Table 4. Quantitative comparison. Pixel accuracy, precision, recall, F-score and blob accuracy evaluated for models from c) to e) in Fig. 11. We evaluated c) and e) on 61 facades in the left table. However the right table shows applying d) to 22 facades (22 out of 61 facades are occluded and suitable for image in-painting.) and we manually set the mask as best as possible.

Examples. Finally, we show in Fig. 12 many close-ups of reconstructed buildings as well as an overall view of one area (A1). Views of our additional areas (A2) and more buildings are in supplemental figures.

Fig. 12.
figure 12

Examples. We show a view of a reconstructed area A1 within Google Earth and close-ups of our buildings.

5 Conclusions and Future Work

We have presented a method to automatically synthesize crisp and regular building facades from satellite imagery. Facades are classified into one of several procedural grammars, and the corresponding parameters are estimated using trained neural networks.

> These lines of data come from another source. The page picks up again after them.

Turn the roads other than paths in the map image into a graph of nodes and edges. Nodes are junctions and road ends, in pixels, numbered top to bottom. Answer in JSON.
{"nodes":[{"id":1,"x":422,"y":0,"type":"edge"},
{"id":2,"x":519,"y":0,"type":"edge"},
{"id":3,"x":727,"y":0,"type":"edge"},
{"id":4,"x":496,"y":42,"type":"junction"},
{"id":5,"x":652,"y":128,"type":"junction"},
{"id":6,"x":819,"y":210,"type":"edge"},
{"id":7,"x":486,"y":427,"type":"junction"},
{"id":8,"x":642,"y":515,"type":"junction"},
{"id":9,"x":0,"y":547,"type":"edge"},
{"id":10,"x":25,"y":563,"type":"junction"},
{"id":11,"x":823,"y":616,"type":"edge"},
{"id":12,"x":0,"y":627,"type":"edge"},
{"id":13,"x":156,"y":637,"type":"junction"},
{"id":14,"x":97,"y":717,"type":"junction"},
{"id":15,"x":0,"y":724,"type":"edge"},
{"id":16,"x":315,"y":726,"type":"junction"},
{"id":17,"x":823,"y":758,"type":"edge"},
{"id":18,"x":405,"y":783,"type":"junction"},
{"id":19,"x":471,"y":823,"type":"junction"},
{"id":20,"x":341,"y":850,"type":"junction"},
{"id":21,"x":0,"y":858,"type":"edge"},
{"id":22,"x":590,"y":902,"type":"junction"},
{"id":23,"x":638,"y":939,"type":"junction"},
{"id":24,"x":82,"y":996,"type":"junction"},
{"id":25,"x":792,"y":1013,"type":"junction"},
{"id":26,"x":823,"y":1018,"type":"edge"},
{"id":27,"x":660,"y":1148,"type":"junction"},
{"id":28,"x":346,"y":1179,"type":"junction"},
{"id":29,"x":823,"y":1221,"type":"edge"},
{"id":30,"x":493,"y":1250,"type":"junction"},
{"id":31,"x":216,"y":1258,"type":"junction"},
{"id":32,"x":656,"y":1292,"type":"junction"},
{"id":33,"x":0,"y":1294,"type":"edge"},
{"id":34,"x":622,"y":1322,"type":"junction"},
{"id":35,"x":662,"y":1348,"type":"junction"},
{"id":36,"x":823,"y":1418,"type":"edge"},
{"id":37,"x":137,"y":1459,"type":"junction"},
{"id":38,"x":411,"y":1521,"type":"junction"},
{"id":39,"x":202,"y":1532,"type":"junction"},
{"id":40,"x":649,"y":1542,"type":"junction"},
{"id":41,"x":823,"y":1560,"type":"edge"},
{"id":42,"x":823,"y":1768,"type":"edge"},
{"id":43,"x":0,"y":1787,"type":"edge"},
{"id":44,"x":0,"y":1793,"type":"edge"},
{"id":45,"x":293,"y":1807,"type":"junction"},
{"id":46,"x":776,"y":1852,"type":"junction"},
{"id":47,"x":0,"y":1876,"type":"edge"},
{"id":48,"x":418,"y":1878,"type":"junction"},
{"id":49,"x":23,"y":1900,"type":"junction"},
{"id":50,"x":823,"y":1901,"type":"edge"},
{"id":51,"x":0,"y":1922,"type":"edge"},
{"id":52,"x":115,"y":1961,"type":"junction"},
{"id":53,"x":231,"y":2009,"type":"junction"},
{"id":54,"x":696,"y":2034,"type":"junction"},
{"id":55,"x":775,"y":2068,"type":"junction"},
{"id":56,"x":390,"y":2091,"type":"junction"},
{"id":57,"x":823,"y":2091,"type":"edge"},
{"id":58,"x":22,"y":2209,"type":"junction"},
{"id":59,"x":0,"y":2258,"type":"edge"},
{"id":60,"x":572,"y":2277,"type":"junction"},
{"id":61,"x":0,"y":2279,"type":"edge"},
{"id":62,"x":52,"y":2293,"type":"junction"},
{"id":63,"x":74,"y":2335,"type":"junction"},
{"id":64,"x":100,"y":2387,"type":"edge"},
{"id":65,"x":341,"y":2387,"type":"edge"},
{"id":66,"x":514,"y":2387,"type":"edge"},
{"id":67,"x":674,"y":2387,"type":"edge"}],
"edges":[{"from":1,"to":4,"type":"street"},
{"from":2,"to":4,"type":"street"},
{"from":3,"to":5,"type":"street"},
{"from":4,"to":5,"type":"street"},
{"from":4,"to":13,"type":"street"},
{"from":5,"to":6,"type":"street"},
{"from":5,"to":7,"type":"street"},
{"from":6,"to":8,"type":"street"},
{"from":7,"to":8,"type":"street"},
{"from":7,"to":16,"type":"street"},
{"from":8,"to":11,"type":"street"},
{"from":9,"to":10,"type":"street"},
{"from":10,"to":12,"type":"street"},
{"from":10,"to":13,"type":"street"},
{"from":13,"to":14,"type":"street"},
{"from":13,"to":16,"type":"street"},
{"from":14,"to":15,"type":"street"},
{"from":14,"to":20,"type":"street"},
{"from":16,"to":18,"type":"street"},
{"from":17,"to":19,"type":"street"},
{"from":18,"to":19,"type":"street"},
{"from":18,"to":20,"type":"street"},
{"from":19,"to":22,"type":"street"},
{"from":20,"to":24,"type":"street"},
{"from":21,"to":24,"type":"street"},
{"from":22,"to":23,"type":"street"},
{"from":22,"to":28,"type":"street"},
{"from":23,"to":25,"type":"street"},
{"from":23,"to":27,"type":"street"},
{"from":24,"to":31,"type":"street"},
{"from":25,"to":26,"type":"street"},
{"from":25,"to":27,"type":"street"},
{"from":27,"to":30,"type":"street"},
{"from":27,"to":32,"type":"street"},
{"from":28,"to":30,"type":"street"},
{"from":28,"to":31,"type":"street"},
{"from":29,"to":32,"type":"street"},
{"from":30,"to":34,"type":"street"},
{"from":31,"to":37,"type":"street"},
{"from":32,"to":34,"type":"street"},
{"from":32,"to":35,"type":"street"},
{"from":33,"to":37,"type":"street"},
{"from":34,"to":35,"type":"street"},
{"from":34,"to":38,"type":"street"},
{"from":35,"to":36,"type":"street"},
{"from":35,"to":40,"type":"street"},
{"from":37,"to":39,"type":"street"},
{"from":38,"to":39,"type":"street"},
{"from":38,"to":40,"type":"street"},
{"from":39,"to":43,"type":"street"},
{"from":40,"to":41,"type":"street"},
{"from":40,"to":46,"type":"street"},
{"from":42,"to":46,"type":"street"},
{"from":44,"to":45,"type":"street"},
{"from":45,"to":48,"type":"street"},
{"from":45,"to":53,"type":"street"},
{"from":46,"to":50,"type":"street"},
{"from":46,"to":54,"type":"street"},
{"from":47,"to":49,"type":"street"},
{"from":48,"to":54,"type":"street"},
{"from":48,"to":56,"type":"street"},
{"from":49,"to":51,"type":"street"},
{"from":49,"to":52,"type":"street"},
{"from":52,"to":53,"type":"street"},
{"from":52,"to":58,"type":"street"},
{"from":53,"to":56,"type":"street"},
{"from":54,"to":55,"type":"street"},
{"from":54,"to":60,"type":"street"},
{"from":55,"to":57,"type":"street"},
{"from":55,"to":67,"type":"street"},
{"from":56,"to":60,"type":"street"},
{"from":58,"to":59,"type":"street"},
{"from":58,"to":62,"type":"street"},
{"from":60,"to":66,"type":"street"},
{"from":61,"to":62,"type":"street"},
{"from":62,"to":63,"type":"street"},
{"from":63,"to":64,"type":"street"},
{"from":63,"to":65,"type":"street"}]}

The resulting grammars are applied to building models, resulting in complete, plausible facades that are free of the noise, occlusions, and partial coverage that is inherent in satellite data. Our comparisons to other approaches shows the improvement of our method. However, our approach has some limitations. First, for facades whose styles are outside our defined grammars, we could give our best guess. Second, for facades with logos, we didn’t show those areas.

Our approach has several avenues of future work. First, we would like to incorporate more general grammar sets to capture finer details. Second, we would also like to incorporate a more sophisticated wall/window color treatment. Finally, we are also interested in estimated and procedural facade textures to give the resulting buildings more details.